\( 3^{2 x-y}=\frac{1}{81} \) and \( x^{2}+3 x y-3 x-9 y=0 \)

To solve the equation \( 3^{2x-y}=\frac{1}{81} \), we recognize that \( \frac{1}{81} = 3^{-4} \). Thus, we can rewrite the equation as \( 3^{2x - y} = 3^{-4} \). Since the bases are the same, we can equate the exponents: \[ 2x - y = -4 \] Rearranging this gives us \( y = 2x + 4 \). Next, we take the second equation \( x^{2}+3xy-3x-9y=0 \).

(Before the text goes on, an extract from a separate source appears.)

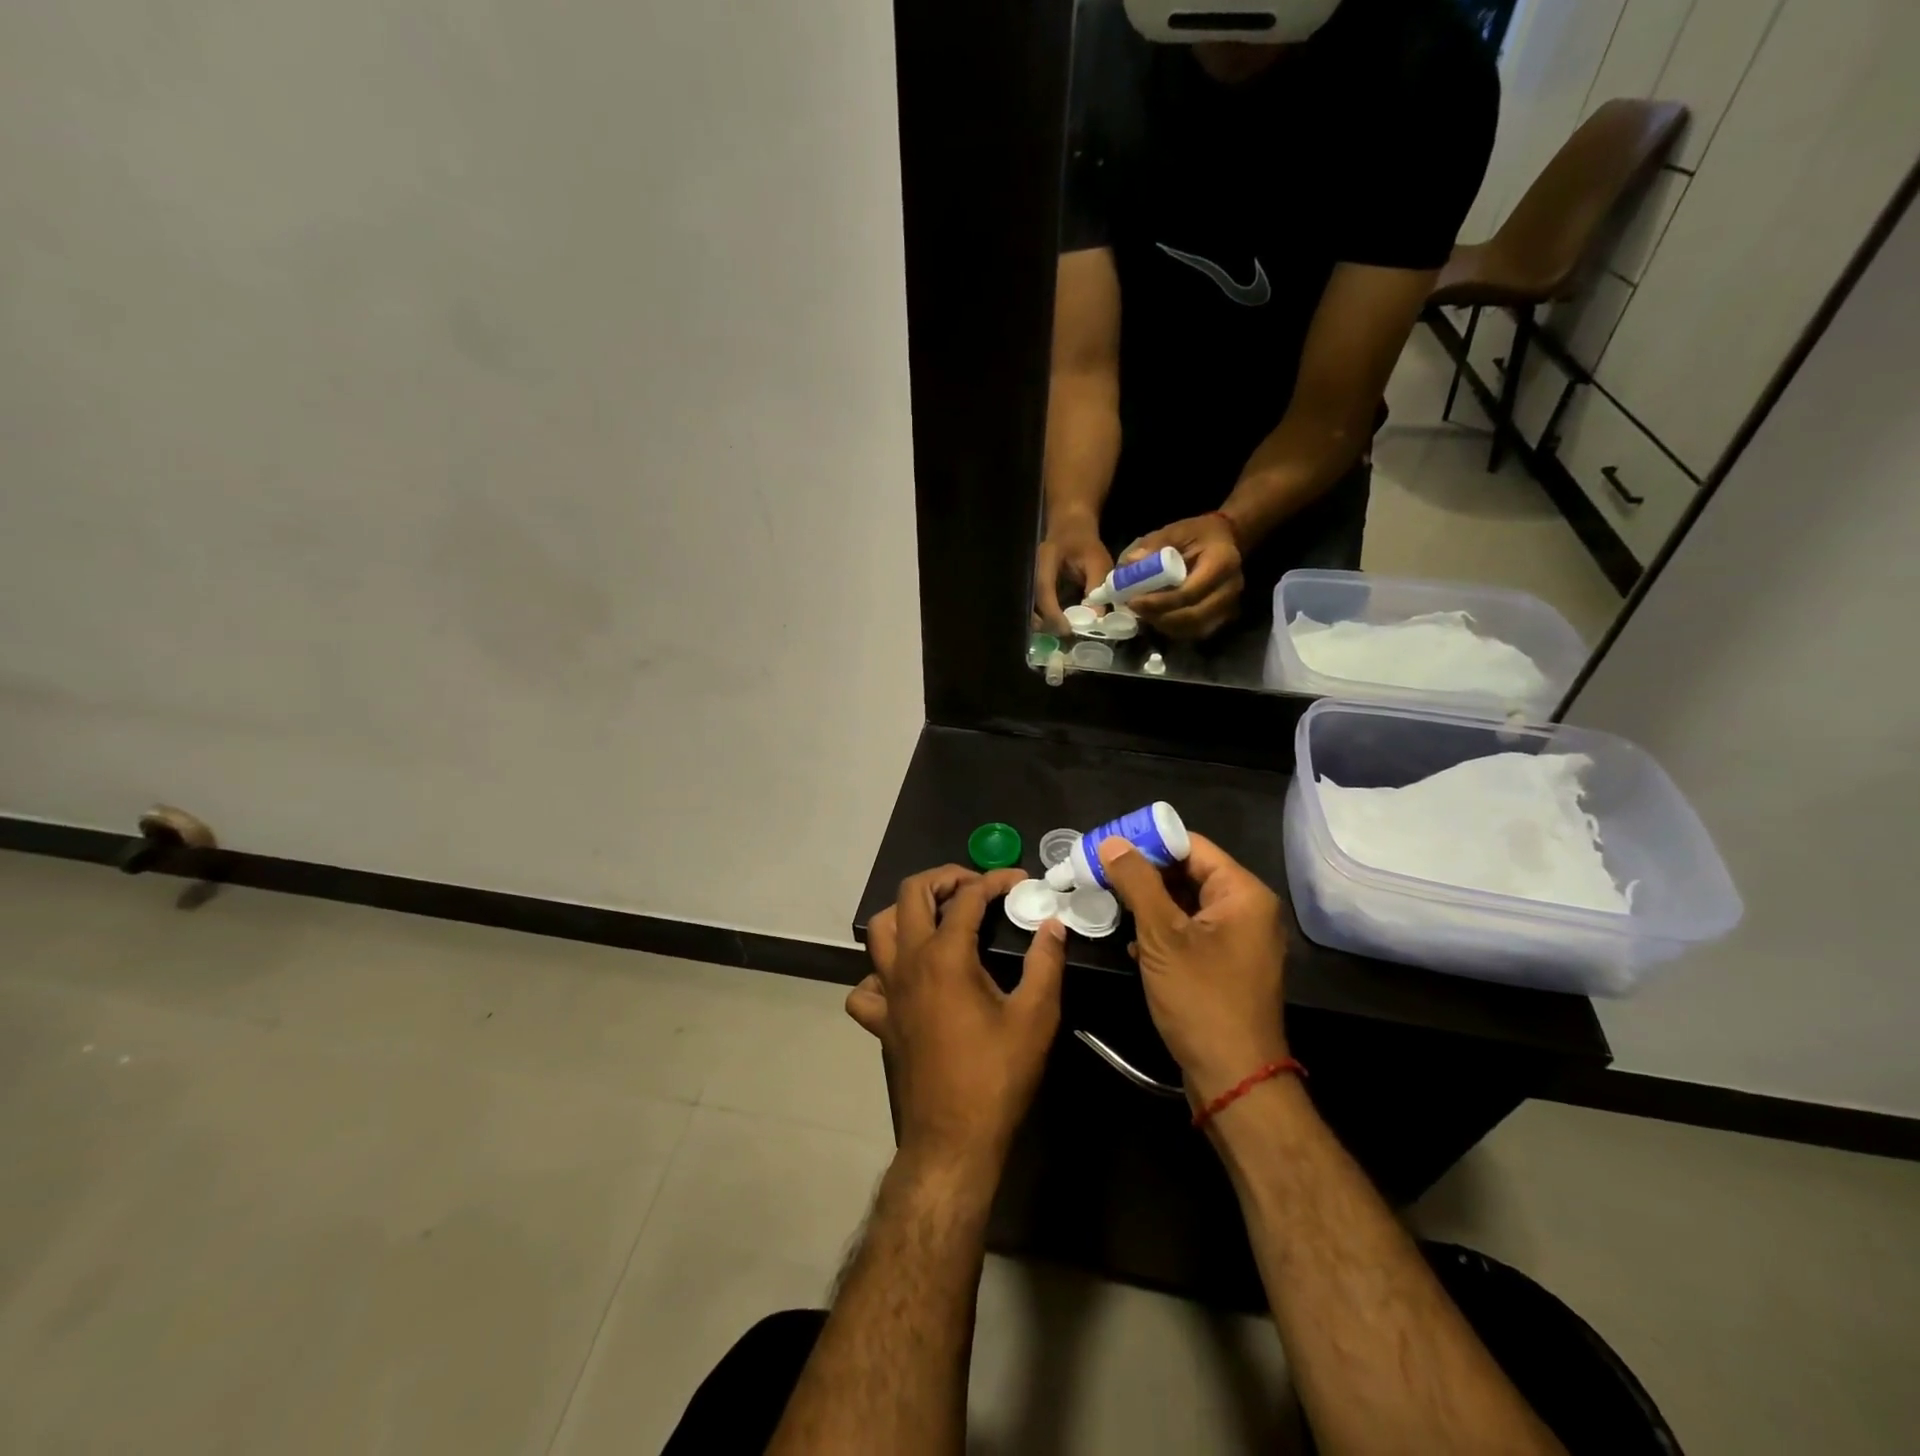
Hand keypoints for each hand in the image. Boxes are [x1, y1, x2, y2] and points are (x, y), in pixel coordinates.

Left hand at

We can substitute \( y \) from the first equation into this equation: \[ x^{2} + 3x(2x + 4) - 3x - 9(2x + 4) = 0 \] Let's simplify this: \[ x^{2} + 6x^2 + 12x - 3x - 18x - 36 = 0 \] Combine the like terms: \[ 7x^2 - 9x - 36 = 0 \] Now, we can solve this quadratic equation using the quadratic formula \( x = \frac{-b \pm \sqrt{b^2 - 4ac}}{2a} \), where \( a = 7 \), \( b = -9 \), and \( c = -36 \): \[ b^2 - 4ac = (-9)^2 - 4(7)(-36) = 81 + 1008 = 1089 \] \[ \sqrt{1089} = 33 \] Using the quadratic formula: \[ x = \frac{9 \pm 33}{14} \] This gives us two possible values for \( x \): 1. \( x = \frac{42}{14} = 3 \) 2. \( x = \frac{-24}{14} = -\frac{12}{7} \) Now we substitute these values back into the equation for \( y \): 1. If \( x = 3 \): \( y = 2(3) + 4 = 6 + 4 = 10 \) 2. If \( x = -\frac{12}{7} \): \( y = 2(-\frac{12}{7}) + 4 = -\frac{24}{7} + \frac{28}{7} = \frac{4}{7} \) Thus, we have the solutions: \( (x, y) = (3, 10) \) and \( (x, y) = \left(-\frac{12}{7}, \frac{4}{7}\right) \).